Survey
I began a long-term survey of 15 populations of goldenrod in Spring 2015. I demarcated populations at the Koffler Scientific Reserve (KSR), Ontario, Canada with the criteria that (i) goldenrod (and thusEurosta ) were in distinct patches separated from one another by a matrix of grass and other forbs, (ii) populations were separated by at least 50m to ensure relative population isolation (Cronin et al. 2001, Start and Gilbert 2016), and (iii) populations were broadly distributed across the entire study site (see map of locations in Fig. S1).
Beginning in 2015 I collected up to 50 galls per population annually (Table S1). All galls were collected in mid-May within 5m of the centre marker of each population. For each gall collected I began by measuring horizontal diameter. I then scored each gall containing Eurostaas a survivor, those with large holes as having been killed by a bird, and those containing other larvae as having been killed by the corresponding enemy (e.g. Eurytoma gigantea ). I scored empty galls with no sign of habitation as early larval death (Abrahamson et al. 1989). Note that mortality is often high (Weis and Kapelinski 1994, Start 2018b), suggesting that survival is a key fitness component. Further note that gall size is unrelated to larval mass or size of the adult fly (Hess et al. 1996), suggesting that gall size is unlikely to be correlated with other components of fitness like fecundity or mating success.
In addition to measuring individual gall size and species interactions, I also collected key environmental information. I recorded the number of stems out of 100 randomly selected goldenrod that were knocked down and the distance of the population from trees. All three metrics have previously been shown to influence bird attack, and in some cases selection. Furthermore, I estimated density by counting the number of galls on 100 randomly selected goldenrod stems—density should increase following years with high survival but decline following years when enemy attack was high.

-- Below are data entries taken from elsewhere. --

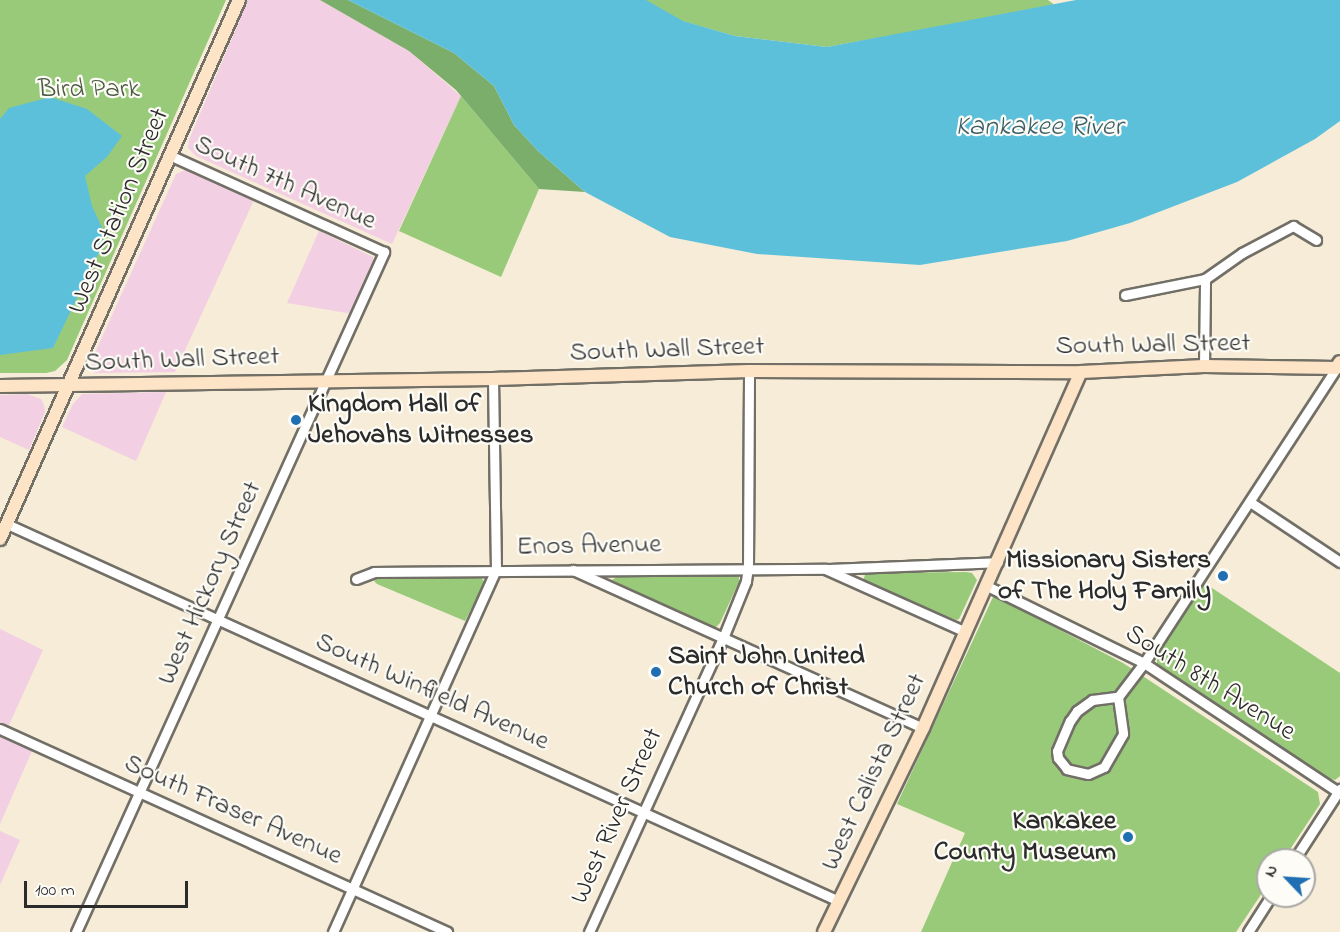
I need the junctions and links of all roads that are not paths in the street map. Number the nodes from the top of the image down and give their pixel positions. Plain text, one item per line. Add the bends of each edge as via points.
1 (239, 0) edge
2 (168, 154) junction
3 (1316, 240) dead end
4 (384, 252) joint
5 (1205, 279) junction
6 (1125, 295) dead end
7 (1338, 365) edge
8 (1204, 366) junction
9 (749, 370) junction
10 (1081, 372) junction
11 (493, 379) junction
12 (326, 380) junction
13 (0, 386) edge
14 (69, 387) junction
15 (1250, 502) junction
16 (7, 524) junction
17 (0, 539) edge
18 (998, 562) junction
19 (1340, 562) edge
20 (748, 567) junction
21 (571, 569) junction
22 (825, 569) junction
23 (496, 570) junction
24 (356, 579) dead end
25 (987, 586) junction
26 (218, 620) junction
27 (966, 632) junction
28 (723, 638) junction
29 (1144, 663) junction
30 (1119, 697) junction
31 (430, 716) junction
32 (923, 728) junction
33 (0, 729) edge
34 (1339, 791) edge
35 (140, 792) junction
36 (643, 813) junction
37 (1302, 848) edge
38 (352, 889) junction
39 (839, 901) junction
40 (1263, 908) edge
41 (76, 932) edge
42 (333, 932) edge
43 (447, 932) edge
44 (589, 932) edge
45 (824, 932) edge
46 (1248, 932) edge

1 - 2 main road, West Station Street
2 - 4 street, South 7th Avenue
2 - 14 main road, West Station Street
3 - 5 street via 1293,226 1242,253
4 - 12 street, West Hickory Street
5 - 6 street
5 - 8 street
7 - 8 main road, South Wall Street
7 - 15 street
8 - 10 main road, South Wall Street
9 - 10 main road, South Wall Street
9 - 11 main road, South Wall Street
9 - 20 street, West River Street
10 - 18 main road, West Calista Street
11 - 12 main road, South Wall Street
11 - 23 street
12 - 14 main road, South Wall Street
12 - 26 street, West Hickory Street
13 - 14 main road, South Wall Street
14 - 16 main road, West Station Street
15 - 19 street
15 - 29 street
16 - 17 main road, West Station Street
16 - 26 street, South Winfield Avenue
18 - 22 street, Enos Avenue
18 - 25 main road, West Calista Street
20 - 21 street, Enos Avenue
20 - 22 street, Enos Avenue
20 - 28 street, West River Street
21 - 23 street, Enos Avenue
21 - 28 street
22 - 27 street, Enos Avenue
23 - 24 street, Enos Avenue via 374,572
23 - 31 street
25 - 27 main road, West Calista Street
25 - 29 street, South 8th Avenue
26 - 31 street, South Winfield Avenue
26 - 35 street, West Hickory Street
27 - 32 main road, West Calista Street
28 - 32 street
28 - 36 street, West River Street
29 - 30 street
29 - 34 street, South 8th Avenue
30 - 30 street via 1092,700 1077,711 1057,751 1067,769 1088,774 1104,766 1123,734
31 - 36 street, South Winfield Avenue
31 - 38 street
32 - 39 main road, West Calista Street
33 - 35 street, South Fraser Avenue
34 - 37 street
35 - 38 street, South Fraser Avenue
35 - 41 street, West Hickory Street
36 - 39 street, South Winfield Avenue
36 - 44 street, West River Street
38 - 42 street
38 - 43 street, South Fraser Avenue
39 - 45 main road, West Calista Street
40 - 46 street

In late June 2019, I measured the density (galls per goldenrod stem) of galls in each patch, and measured the horizontal diameter of up to 20 galls per population. Note that these measurements were taken on the 2019/2020 generation, and were taken to measure the ecological (demographic) and evolutionary (trait change) consequences of the previous year’s extreme event (i.e. that occurred in the 2018/19 generation). Together these data represent demographic information (survival and density), species interactions (attack rates), and the fodder to measure natural selection and evolutionary change (trait values).